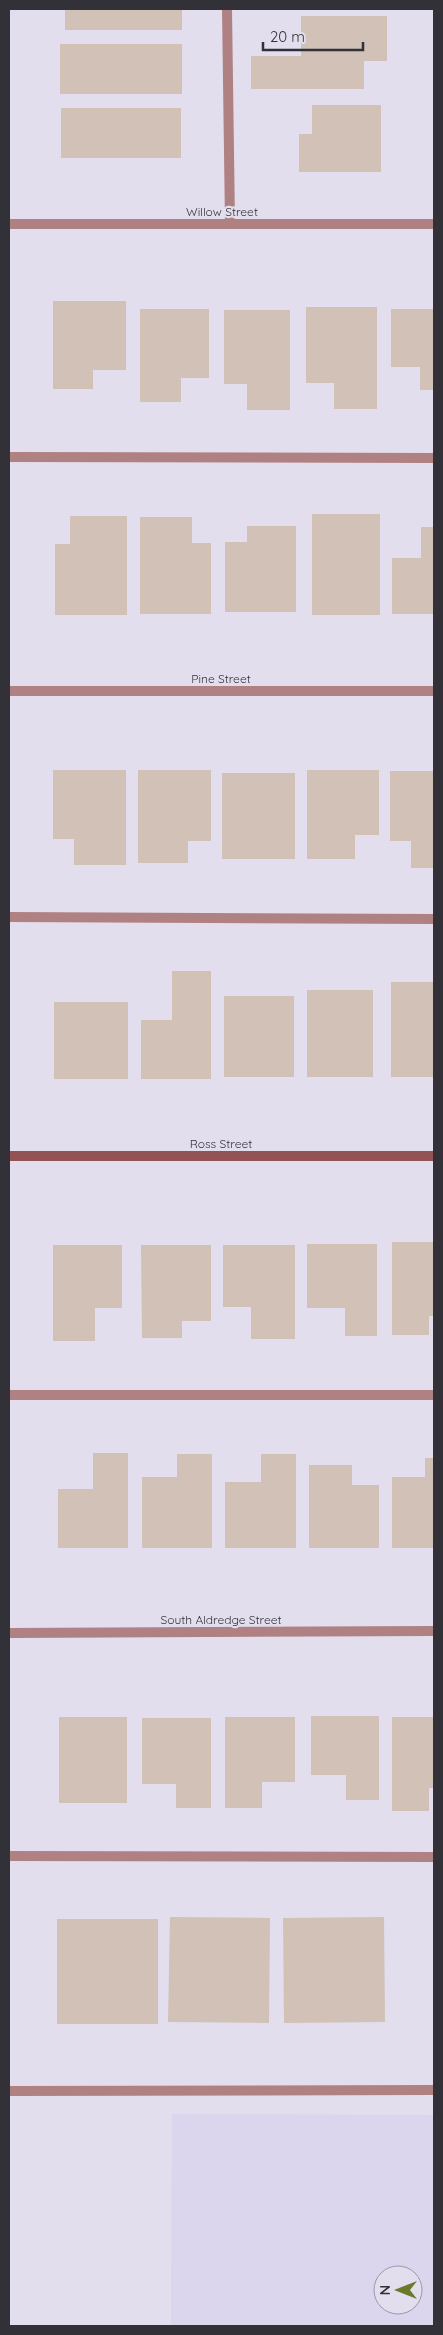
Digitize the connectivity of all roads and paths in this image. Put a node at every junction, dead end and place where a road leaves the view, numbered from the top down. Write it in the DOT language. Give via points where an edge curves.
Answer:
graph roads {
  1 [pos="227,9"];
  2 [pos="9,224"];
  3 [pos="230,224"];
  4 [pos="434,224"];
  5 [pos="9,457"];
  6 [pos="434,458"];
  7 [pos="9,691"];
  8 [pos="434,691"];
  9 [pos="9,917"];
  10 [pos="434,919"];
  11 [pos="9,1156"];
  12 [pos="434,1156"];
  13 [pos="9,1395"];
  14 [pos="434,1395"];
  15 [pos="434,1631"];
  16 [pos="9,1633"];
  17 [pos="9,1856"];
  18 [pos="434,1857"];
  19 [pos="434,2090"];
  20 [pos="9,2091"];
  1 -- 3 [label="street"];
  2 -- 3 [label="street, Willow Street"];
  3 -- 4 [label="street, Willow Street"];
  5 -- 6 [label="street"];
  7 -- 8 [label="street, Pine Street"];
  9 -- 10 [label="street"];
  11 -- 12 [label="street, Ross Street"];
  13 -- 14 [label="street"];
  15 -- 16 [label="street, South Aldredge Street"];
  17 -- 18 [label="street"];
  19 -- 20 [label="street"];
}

• Your goal
The expected output is every line of the data, unchanged, with the pictures skipped.

• Exercise output
Digitize the connectivity of all roads and paths in this image. Put a node at every junction, dead end and place where a road leaves the view, numbered from the top down. Write it in the DOT language. Give via points where an edge curves.
Answer:
graph roads {
  1 [pos="227,9"];
  2 [pos="9,224"];
  3 [pos="230,224"];
  4 [pos="434,224"];
  5 [pos="9,457"];
  6 [pos="434,458"];
  7 [pos="9,691"];
  8 [pos="434,691"];
  9 [pos="9,917"];
  10 [pos="434,919"];
  11 [pos="9,1156"];
  12 [pos="434,1156"];
  13 [pos="9,1395"];
  14 [pos="434,1395"];
  15 [pos="434,1631"];
  16 [pos="9,1633"];
  17 [pos="9,1856"];
  18 [pos="434,1857"];
  19 [pos="434,2090"];
  20 [pos="9,2091"];
  1 -- 3 [label="street"];
  2 -- 3 [label="street, Willow Street"];
  3 -- 4 [label="street, Willow Street"];
  5 -- 6 [label="street"];
  7 -- 8 [label="street, Pine Street"];
  9 -- 10 [label="street"];
  11 -- 12 [label="street, Ross Street"];
  13 -- 14 [label="street"];
  15 -- 16 [label="street, South Aldredge Street"];
  17 -- 18 [label="street"];
  19 -- 20 [label="street"];
}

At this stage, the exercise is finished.